Anomaly Flats is a richly drawn setting that contains much more than meets the eye. Every person and place that Mallory encounters has some kind of quirk. From the diner that only has one item on its menu and coffee that keeps the residents sterile to a Board of Tourism employee who discharges flies from her mouth, and even tentacle infested plumbing, Anomaly Flats is revealed to be a mysterious and sometimes dark place that defies any logical explanation. Even worse for Mallory is the fact that the town rarely attracts any outsiders and has rarely seen a citizen leave. As she waits for her car to be repaired by the only mechanic in the town, Mallory struggles to maintain her sanity and to find a way to escape Anomaly Flats.

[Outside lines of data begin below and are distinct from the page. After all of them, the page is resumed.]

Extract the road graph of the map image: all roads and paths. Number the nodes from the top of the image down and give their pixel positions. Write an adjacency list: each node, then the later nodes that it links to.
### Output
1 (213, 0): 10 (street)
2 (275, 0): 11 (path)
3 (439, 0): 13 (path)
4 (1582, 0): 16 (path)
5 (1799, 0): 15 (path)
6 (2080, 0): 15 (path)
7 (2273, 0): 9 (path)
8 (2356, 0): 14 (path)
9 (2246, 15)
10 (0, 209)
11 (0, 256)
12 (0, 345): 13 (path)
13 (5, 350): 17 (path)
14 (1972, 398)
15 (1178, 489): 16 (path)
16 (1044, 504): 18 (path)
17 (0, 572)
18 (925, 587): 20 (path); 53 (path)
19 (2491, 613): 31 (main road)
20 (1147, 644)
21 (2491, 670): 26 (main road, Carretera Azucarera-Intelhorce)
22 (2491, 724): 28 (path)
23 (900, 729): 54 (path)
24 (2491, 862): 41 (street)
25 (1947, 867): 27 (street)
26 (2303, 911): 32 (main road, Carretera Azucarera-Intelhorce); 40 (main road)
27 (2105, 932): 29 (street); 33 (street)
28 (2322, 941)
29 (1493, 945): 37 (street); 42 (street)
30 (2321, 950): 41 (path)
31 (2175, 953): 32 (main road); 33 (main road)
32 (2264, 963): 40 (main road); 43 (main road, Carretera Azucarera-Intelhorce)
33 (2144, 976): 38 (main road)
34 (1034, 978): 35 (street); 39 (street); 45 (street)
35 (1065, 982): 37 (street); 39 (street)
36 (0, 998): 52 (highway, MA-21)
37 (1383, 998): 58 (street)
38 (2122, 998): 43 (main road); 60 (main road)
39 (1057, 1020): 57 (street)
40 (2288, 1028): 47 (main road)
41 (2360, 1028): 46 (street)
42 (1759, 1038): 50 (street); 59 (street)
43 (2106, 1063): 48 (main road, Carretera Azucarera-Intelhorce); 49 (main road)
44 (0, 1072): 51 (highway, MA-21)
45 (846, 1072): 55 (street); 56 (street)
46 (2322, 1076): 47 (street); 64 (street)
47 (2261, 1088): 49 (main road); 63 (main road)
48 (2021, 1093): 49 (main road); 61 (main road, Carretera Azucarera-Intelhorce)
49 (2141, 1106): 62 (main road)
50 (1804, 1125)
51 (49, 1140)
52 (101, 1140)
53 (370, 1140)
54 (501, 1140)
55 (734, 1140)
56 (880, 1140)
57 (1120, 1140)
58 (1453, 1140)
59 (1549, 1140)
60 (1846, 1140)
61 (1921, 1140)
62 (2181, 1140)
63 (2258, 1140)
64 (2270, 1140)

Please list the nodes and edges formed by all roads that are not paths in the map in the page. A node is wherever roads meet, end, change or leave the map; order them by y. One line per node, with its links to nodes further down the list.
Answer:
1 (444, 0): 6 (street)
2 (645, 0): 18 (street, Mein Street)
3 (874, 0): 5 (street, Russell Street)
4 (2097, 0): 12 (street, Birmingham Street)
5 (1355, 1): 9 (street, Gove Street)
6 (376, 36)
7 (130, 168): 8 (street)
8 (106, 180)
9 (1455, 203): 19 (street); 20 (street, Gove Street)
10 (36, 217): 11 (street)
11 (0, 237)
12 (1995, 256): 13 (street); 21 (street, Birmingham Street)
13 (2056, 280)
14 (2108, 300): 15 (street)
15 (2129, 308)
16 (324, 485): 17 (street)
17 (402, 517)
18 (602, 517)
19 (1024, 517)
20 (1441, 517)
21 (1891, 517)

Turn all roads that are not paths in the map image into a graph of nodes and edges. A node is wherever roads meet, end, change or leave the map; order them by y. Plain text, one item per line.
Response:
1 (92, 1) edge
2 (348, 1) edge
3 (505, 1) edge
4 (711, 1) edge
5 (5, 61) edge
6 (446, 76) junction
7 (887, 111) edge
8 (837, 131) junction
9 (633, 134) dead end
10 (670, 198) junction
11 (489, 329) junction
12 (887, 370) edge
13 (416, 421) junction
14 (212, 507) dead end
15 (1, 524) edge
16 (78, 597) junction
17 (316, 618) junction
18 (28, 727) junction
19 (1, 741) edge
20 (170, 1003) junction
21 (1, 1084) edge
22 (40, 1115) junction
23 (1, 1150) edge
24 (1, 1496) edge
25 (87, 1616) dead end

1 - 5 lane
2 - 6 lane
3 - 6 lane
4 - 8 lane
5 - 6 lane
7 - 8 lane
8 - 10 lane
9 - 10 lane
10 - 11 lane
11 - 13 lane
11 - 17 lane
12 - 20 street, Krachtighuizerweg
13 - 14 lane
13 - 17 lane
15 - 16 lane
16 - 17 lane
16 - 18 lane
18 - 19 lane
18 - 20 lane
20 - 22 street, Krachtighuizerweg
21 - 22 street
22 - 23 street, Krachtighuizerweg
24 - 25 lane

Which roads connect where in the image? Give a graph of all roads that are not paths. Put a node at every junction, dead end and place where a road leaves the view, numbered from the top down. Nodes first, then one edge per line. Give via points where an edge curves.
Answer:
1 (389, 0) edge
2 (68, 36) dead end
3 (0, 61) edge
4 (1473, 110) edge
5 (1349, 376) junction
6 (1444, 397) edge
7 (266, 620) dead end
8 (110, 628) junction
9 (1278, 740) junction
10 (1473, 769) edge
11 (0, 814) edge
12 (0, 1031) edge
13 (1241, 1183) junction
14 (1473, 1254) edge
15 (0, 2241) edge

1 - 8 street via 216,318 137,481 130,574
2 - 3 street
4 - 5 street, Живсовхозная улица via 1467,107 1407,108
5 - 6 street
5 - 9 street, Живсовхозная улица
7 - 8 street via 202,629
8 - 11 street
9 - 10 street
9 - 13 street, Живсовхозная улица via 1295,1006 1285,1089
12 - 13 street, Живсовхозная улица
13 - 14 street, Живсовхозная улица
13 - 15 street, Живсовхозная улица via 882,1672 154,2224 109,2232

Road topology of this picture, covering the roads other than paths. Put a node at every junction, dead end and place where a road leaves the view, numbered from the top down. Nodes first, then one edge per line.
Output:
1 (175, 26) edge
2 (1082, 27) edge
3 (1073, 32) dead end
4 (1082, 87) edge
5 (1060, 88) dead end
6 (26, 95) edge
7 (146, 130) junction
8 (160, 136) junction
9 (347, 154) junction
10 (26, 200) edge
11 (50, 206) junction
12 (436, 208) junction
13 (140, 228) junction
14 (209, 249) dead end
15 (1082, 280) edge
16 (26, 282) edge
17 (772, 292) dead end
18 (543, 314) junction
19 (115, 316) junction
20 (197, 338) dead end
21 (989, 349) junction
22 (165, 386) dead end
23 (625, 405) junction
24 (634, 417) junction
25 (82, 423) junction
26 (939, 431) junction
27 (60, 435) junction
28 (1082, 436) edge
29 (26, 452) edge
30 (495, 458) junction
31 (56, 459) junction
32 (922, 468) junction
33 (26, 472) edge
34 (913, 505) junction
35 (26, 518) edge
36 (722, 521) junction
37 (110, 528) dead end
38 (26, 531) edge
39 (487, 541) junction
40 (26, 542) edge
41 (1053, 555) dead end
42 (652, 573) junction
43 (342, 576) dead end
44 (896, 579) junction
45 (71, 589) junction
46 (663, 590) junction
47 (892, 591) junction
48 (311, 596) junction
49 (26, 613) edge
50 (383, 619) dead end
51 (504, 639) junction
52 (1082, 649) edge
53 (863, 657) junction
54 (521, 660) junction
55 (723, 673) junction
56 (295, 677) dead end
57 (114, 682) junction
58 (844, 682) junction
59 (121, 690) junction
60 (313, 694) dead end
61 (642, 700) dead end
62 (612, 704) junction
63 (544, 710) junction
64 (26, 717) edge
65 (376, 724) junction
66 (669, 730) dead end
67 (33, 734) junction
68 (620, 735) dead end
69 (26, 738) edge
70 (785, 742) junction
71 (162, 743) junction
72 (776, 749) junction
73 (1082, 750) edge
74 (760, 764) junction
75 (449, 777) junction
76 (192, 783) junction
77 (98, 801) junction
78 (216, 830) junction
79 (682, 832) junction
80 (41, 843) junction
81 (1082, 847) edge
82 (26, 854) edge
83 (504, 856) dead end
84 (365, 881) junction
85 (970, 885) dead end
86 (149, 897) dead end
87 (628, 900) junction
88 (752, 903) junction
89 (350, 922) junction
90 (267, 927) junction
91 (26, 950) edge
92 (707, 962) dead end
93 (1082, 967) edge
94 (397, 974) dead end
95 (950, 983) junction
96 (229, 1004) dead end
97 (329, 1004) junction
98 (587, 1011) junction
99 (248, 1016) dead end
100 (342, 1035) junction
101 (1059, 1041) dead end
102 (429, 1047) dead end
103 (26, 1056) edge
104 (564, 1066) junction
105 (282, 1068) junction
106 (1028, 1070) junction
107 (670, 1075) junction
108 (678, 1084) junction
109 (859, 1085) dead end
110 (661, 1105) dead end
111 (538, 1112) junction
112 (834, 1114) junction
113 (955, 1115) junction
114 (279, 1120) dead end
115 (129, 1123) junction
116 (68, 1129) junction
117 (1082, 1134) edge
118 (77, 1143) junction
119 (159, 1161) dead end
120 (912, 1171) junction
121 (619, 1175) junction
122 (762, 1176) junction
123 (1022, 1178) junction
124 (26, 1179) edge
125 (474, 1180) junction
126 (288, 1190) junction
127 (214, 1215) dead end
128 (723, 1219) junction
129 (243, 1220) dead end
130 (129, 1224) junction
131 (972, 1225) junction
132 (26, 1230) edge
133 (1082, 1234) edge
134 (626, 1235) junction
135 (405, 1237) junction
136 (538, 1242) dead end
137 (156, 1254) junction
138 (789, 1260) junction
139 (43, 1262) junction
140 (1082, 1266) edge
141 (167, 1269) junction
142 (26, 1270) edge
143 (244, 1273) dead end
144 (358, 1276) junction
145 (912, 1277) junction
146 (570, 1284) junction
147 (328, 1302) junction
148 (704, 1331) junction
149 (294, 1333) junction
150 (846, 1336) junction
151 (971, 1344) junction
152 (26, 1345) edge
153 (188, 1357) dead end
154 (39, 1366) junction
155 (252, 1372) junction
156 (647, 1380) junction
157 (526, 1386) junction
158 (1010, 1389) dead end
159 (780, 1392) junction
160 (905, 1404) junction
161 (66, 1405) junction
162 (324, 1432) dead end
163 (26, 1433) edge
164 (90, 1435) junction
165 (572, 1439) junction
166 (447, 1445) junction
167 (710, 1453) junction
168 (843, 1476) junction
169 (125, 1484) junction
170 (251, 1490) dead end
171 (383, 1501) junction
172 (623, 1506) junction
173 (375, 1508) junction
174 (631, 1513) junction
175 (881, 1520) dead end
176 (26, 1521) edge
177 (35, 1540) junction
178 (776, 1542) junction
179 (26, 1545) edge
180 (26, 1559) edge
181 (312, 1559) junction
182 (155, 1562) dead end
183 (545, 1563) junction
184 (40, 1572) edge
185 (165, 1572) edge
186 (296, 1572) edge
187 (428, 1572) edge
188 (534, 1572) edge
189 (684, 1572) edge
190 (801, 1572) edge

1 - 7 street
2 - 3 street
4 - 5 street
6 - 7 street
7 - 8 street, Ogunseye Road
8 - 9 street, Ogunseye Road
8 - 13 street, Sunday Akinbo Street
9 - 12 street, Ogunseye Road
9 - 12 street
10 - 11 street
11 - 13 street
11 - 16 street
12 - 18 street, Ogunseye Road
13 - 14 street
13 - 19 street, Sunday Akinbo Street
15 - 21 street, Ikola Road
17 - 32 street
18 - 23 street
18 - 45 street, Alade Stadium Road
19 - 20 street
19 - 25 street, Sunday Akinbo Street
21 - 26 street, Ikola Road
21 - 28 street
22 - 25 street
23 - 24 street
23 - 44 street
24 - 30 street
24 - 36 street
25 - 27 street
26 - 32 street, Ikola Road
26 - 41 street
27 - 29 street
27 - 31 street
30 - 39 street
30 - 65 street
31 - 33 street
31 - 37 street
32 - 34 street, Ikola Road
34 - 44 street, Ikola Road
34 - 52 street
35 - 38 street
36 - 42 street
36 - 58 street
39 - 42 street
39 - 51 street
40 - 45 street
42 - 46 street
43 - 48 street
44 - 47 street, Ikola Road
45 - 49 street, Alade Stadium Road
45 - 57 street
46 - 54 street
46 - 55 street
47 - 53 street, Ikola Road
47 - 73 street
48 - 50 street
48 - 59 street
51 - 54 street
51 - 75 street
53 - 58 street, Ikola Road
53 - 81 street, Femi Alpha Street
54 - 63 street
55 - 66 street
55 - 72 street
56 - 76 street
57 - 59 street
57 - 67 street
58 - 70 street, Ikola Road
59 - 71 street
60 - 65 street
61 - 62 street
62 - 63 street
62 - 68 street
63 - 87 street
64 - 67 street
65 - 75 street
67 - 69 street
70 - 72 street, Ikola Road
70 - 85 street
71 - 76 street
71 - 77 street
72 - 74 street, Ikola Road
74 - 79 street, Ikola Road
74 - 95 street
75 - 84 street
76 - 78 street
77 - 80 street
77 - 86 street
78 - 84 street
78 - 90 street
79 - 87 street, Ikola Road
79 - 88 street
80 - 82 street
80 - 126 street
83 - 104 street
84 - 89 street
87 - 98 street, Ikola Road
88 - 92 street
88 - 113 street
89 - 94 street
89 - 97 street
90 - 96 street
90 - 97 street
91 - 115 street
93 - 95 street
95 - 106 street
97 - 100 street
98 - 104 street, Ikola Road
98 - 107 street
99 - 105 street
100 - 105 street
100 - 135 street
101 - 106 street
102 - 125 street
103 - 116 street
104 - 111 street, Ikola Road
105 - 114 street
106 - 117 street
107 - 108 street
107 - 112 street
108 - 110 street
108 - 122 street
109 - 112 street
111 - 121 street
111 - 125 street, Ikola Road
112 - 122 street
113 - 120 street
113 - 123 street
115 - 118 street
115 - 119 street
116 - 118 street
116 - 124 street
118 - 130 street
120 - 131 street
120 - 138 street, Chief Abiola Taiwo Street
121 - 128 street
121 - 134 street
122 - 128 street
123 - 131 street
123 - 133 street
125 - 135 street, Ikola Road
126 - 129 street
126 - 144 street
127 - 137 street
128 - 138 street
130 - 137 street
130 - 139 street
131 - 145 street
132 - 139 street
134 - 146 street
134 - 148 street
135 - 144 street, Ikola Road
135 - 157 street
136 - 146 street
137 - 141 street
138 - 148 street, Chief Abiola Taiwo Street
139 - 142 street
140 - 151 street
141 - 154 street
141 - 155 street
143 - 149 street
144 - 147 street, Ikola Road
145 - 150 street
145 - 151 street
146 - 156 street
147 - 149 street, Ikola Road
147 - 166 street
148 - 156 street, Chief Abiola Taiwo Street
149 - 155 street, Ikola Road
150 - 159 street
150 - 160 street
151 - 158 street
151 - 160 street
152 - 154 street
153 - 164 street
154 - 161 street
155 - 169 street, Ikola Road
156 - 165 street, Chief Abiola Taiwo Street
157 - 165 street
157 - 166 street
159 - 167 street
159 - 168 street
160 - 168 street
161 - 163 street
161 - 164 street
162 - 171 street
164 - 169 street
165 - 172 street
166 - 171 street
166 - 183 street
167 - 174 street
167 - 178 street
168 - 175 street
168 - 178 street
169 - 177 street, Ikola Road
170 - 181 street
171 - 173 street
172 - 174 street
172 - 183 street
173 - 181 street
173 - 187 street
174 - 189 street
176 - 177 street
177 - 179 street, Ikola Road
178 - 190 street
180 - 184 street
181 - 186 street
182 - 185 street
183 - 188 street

Author Clayton Smith delivers an immensely inventive and endlessly entertaining B-movie of a novel in Anomaly Flats. Best resembling something out of the old Twilight Zone T.V. series, this genre-defying novel combines darker sci-fi and mystery elements with Smith's wit and humor to delightful effect. The people and places who inhabit Anomaly Flats are so skillfully imagined that my only complaint with the novel is that I wish I could have spent more time exploring it. While I never felt that the story was rushed, the end of the novel left me wanting something more. That being said, Anomaly Flats is a refreshingly original novel that I devoured over a couple nights and one that I highly recommend.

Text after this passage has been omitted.